→ **Exercise**: The answer must consist of every line from the entries that holds the word "Заслонова".

→ **Material shown**:
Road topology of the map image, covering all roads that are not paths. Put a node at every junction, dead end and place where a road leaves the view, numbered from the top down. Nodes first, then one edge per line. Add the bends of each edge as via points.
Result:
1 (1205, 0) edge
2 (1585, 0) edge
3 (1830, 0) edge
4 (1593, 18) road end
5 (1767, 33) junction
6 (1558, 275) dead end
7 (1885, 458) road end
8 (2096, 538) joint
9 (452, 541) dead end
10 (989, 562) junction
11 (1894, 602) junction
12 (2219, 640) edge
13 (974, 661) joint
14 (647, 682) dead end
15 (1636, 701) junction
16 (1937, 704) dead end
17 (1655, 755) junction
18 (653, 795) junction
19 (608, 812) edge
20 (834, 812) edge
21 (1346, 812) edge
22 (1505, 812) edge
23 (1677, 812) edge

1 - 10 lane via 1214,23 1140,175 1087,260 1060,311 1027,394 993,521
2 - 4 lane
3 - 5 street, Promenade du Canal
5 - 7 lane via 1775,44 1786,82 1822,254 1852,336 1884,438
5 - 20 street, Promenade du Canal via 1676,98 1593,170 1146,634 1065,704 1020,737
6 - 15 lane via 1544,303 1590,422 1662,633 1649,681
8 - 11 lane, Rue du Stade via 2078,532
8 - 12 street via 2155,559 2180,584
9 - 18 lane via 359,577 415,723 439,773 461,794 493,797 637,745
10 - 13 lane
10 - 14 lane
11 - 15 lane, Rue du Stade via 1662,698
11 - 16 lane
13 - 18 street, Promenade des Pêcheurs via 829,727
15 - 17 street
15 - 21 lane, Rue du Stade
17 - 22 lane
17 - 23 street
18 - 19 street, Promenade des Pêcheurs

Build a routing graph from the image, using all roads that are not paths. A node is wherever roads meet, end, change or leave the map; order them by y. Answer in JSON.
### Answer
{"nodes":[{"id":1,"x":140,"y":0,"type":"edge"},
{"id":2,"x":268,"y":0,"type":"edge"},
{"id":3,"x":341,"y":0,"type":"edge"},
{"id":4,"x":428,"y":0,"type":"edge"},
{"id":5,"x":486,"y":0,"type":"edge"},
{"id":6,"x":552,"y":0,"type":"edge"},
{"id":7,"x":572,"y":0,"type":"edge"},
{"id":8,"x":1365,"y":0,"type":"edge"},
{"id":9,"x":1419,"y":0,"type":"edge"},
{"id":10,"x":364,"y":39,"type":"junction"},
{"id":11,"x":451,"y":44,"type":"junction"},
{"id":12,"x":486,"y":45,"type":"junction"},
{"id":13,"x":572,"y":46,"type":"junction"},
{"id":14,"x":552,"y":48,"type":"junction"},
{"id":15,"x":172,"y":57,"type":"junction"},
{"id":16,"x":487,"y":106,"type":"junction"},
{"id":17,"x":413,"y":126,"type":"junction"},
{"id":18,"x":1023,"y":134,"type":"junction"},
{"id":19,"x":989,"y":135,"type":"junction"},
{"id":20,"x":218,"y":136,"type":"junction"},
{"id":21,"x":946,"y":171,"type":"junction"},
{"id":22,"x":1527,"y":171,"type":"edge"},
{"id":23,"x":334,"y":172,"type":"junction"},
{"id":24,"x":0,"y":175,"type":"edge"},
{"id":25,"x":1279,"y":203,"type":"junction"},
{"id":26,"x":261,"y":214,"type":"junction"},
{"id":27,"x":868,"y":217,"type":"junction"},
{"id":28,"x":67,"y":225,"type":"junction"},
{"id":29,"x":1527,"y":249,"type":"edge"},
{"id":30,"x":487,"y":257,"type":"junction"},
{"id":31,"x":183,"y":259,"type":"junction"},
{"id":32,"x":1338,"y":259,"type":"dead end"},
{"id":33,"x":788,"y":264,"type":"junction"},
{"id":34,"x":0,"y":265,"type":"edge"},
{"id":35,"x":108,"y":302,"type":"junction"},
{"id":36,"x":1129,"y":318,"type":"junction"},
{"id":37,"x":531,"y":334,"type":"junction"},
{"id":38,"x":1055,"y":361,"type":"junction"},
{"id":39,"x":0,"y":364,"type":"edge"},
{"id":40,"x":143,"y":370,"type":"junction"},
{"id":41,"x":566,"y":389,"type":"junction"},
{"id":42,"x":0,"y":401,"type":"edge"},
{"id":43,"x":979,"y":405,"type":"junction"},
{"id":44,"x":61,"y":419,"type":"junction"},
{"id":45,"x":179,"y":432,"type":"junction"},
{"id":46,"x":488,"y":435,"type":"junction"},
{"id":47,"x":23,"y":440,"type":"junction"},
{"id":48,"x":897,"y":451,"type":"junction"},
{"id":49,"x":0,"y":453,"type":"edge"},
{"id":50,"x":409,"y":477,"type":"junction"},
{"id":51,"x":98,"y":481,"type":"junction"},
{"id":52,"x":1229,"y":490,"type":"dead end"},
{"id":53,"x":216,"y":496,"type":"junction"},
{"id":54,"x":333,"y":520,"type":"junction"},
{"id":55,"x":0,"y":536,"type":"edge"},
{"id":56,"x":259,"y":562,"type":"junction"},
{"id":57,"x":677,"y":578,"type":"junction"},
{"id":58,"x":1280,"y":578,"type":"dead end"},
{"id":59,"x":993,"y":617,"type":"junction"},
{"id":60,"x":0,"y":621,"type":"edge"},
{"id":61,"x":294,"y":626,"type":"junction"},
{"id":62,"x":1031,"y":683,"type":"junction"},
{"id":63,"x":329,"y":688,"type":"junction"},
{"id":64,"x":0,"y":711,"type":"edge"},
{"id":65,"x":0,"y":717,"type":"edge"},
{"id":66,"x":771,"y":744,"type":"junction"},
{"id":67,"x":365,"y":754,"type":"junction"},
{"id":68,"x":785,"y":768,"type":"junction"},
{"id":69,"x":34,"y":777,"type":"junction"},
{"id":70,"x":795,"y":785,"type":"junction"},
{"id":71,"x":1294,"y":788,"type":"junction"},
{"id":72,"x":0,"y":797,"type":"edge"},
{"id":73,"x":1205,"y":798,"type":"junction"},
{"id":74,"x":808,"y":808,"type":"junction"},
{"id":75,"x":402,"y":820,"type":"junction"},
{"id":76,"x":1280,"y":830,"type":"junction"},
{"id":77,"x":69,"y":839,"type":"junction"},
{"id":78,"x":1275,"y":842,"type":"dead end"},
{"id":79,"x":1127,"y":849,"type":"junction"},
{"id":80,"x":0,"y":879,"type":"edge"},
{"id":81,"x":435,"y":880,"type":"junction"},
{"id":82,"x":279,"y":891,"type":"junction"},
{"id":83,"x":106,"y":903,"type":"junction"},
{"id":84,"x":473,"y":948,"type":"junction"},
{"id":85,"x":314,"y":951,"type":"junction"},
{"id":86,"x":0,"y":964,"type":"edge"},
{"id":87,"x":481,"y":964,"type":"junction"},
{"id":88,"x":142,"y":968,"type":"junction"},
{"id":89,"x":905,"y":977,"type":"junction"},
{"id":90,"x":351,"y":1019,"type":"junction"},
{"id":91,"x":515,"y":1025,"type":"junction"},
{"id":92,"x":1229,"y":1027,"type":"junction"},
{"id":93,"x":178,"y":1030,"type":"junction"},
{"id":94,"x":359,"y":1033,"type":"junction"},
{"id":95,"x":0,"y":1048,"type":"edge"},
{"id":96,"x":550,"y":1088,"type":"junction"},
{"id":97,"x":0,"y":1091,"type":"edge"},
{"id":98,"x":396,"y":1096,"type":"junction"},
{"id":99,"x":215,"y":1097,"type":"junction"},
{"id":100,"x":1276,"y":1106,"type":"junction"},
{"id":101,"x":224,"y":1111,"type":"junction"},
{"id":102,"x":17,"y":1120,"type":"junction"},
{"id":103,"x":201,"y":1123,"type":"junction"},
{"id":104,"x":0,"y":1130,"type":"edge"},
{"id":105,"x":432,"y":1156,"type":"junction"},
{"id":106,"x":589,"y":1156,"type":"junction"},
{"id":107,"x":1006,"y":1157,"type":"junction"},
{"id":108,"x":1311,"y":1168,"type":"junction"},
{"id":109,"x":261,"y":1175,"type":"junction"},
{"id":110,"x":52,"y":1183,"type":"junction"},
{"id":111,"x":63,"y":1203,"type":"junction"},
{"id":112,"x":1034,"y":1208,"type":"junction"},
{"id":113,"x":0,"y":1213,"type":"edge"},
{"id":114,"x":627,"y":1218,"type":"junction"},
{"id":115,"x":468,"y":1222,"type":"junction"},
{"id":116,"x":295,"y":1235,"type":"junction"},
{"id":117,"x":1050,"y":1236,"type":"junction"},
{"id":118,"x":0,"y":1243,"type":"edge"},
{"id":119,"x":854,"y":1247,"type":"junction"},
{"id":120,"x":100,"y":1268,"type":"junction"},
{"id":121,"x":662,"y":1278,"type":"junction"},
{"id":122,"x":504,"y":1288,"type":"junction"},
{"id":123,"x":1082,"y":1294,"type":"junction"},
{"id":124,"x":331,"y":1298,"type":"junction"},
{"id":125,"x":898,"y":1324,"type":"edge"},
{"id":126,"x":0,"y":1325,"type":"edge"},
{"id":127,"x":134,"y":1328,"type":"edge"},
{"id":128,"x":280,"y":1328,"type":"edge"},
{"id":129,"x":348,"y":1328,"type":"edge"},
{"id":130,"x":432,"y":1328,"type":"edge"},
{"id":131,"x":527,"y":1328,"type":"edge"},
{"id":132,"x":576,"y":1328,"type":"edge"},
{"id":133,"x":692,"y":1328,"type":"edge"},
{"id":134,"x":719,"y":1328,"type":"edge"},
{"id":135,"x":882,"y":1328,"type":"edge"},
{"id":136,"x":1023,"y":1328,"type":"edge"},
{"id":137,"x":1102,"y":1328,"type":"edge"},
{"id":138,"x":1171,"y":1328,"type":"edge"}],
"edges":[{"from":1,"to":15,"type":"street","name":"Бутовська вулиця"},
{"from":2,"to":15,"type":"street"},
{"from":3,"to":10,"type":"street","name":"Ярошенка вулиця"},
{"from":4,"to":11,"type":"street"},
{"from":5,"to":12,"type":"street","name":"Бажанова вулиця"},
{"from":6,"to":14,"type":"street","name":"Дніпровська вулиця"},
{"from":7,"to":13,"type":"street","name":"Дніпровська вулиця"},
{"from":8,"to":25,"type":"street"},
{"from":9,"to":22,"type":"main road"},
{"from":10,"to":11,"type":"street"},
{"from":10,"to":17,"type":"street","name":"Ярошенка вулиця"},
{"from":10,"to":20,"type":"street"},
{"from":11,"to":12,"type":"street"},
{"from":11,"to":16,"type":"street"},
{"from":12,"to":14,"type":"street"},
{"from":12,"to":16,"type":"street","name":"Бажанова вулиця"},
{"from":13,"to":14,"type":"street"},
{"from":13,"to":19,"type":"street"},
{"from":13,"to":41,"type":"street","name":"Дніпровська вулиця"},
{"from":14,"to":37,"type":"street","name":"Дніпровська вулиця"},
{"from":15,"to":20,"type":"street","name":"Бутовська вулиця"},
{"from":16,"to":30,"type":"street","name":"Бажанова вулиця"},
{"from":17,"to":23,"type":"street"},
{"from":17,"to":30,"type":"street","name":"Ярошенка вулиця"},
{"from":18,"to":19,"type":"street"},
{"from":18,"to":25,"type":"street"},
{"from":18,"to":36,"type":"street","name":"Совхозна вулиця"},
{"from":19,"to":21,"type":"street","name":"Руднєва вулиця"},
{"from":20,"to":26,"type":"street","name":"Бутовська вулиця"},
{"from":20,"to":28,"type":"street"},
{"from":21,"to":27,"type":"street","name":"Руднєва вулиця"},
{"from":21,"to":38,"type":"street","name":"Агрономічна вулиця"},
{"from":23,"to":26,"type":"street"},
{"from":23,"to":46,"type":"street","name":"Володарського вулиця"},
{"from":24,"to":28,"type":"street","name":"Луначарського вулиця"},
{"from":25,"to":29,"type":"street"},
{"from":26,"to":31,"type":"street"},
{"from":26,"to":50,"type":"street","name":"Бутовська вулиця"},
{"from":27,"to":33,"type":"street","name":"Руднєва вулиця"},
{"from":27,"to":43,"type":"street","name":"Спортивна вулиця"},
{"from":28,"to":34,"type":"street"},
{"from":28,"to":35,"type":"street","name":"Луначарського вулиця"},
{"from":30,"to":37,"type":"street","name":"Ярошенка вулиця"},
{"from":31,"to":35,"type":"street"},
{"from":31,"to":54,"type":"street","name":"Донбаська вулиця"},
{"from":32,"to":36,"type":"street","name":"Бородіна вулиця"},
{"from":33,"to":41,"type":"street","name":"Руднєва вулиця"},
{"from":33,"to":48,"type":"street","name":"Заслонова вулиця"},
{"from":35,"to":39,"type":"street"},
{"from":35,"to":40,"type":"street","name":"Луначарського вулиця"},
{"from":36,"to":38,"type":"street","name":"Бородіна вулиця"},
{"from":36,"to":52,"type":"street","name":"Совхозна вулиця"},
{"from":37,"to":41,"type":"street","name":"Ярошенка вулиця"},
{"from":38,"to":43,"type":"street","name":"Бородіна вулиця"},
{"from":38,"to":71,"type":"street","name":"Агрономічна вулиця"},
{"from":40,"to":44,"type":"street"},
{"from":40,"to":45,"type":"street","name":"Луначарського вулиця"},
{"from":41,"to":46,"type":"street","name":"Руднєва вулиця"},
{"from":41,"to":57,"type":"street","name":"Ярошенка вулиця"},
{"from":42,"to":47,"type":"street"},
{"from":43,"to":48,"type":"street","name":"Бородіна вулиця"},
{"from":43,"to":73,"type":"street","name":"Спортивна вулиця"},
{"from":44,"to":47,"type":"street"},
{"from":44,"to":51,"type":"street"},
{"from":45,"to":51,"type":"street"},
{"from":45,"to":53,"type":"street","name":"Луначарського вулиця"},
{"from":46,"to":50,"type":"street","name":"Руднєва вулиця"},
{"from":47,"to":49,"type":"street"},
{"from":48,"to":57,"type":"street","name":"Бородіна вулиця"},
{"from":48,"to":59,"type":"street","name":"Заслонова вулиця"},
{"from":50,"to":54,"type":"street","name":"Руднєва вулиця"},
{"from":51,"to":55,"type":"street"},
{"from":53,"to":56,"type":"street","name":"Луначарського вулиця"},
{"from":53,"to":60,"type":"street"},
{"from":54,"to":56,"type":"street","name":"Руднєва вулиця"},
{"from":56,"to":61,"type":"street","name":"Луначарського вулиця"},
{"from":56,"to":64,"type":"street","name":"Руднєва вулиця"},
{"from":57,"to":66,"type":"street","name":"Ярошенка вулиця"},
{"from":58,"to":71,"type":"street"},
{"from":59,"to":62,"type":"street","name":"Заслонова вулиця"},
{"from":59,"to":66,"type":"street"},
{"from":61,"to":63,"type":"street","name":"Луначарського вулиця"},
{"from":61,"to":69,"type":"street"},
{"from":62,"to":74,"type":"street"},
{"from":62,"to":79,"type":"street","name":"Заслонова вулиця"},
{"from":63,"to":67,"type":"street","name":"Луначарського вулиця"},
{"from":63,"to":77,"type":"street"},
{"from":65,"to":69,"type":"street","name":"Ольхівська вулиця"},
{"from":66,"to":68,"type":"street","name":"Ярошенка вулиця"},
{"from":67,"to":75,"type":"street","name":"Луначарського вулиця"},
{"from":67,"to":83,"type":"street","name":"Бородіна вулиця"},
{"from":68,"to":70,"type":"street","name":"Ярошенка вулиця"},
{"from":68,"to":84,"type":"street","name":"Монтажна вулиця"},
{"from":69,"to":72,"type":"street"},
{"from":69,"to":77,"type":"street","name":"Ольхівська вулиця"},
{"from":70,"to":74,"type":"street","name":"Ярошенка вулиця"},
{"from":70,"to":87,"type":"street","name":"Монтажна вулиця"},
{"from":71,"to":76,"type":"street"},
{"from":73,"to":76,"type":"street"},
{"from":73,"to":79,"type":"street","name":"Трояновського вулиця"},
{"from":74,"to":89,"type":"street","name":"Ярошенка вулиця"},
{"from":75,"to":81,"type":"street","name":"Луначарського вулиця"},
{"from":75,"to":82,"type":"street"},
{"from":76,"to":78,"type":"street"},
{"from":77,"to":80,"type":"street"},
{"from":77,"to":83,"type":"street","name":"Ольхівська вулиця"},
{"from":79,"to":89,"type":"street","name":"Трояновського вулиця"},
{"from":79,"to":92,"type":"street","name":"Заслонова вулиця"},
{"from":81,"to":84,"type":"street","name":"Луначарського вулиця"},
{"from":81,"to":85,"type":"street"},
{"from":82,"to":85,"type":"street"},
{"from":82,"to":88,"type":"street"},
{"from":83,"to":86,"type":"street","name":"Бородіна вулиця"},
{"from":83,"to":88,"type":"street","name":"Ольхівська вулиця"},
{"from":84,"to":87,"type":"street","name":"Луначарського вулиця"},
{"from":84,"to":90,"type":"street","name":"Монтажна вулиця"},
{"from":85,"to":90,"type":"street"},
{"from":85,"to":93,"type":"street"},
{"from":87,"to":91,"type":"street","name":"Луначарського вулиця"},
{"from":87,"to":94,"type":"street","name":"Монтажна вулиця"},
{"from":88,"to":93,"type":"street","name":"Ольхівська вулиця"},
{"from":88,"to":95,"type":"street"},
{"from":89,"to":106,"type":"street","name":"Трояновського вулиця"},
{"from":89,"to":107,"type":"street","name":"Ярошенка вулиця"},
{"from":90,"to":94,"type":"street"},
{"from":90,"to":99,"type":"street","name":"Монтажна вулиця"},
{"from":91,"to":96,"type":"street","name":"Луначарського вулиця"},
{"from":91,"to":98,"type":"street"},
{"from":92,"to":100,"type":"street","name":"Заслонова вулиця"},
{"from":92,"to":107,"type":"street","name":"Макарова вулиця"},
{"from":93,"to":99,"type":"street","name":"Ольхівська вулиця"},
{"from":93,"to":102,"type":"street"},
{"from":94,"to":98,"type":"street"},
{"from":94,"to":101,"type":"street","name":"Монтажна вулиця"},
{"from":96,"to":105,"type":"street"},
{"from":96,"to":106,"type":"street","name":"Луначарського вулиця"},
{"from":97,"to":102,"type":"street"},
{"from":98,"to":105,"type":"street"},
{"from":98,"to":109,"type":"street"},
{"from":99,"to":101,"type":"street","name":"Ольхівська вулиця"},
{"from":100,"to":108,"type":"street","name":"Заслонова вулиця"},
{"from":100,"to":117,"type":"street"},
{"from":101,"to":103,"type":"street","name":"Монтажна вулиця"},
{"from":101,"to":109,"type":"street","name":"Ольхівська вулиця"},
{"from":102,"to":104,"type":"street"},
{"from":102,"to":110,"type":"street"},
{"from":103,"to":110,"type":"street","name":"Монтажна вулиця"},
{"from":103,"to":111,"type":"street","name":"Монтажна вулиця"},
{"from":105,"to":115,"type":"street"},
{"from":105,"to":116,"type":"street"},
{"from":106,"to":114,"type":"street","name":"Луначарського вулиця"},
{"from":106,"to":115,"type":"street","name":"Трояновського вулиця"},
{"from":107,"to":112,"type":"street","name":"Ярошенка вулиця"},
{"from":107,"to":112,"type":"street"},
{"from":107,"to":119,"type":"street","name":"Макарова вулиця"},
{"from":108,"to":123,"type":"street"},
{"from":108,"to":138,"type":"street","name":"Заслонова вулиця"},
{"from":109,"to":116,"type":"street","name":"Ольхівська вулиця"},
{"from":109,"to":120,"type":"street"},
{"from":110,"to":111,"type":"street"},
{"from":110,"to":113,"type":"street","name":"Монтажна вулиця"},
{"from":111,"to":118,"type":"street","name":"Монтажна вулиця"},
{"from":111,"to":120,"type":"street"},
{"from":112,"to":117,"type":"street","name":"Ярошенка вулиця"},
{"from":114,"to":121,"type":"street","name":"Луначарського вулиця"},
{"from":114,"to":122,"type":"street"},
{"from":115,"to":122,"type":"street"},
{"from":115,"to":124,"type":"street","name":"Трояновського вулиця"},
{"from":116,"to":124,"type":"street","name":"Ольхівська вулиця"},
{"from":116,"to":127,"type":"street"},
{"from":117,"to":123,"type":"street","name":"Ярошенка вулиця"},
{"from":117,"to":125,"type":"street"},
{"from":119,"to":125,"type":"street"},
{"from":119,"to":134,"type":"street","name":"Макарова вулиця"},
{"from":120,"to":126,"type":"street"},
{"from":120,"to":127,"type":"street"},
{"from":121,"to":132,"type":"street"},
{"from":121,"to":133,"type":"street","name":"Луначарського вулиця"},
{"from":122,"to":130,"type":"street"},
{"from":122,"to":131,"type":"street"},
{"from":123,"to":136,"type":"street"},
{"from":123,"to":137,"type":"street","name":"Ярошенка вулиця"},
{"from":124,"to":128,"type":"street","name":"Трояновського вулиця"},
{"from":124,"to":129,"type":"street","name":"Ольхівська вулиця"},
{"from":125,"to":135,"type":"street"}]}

→ **Solution to this problem**:
{"from":33,"to":48,"type":"street","name":"Заслонова вулиця"},
{"from":48,"to":59,"type":"street","name":"Заслонова вулиця"},
{"from":59,"to":62,"type":"street","name":"Заслонова вулиця"},
{"from":62,"to":79,"type":"street","name":"Заслонова вулиця"},
{"from":79,"to":92,"type":"street","name":"Заслонова вулиця"},
{"from":92,"to":100,"type":"street","name":"Заслонова вулиця"},
{"from":100,"to":108,"type":"street","name":"Заслонова вулиця"},
{"from":108,"to":138,"type":"street","name":"Заслонова вулиця"},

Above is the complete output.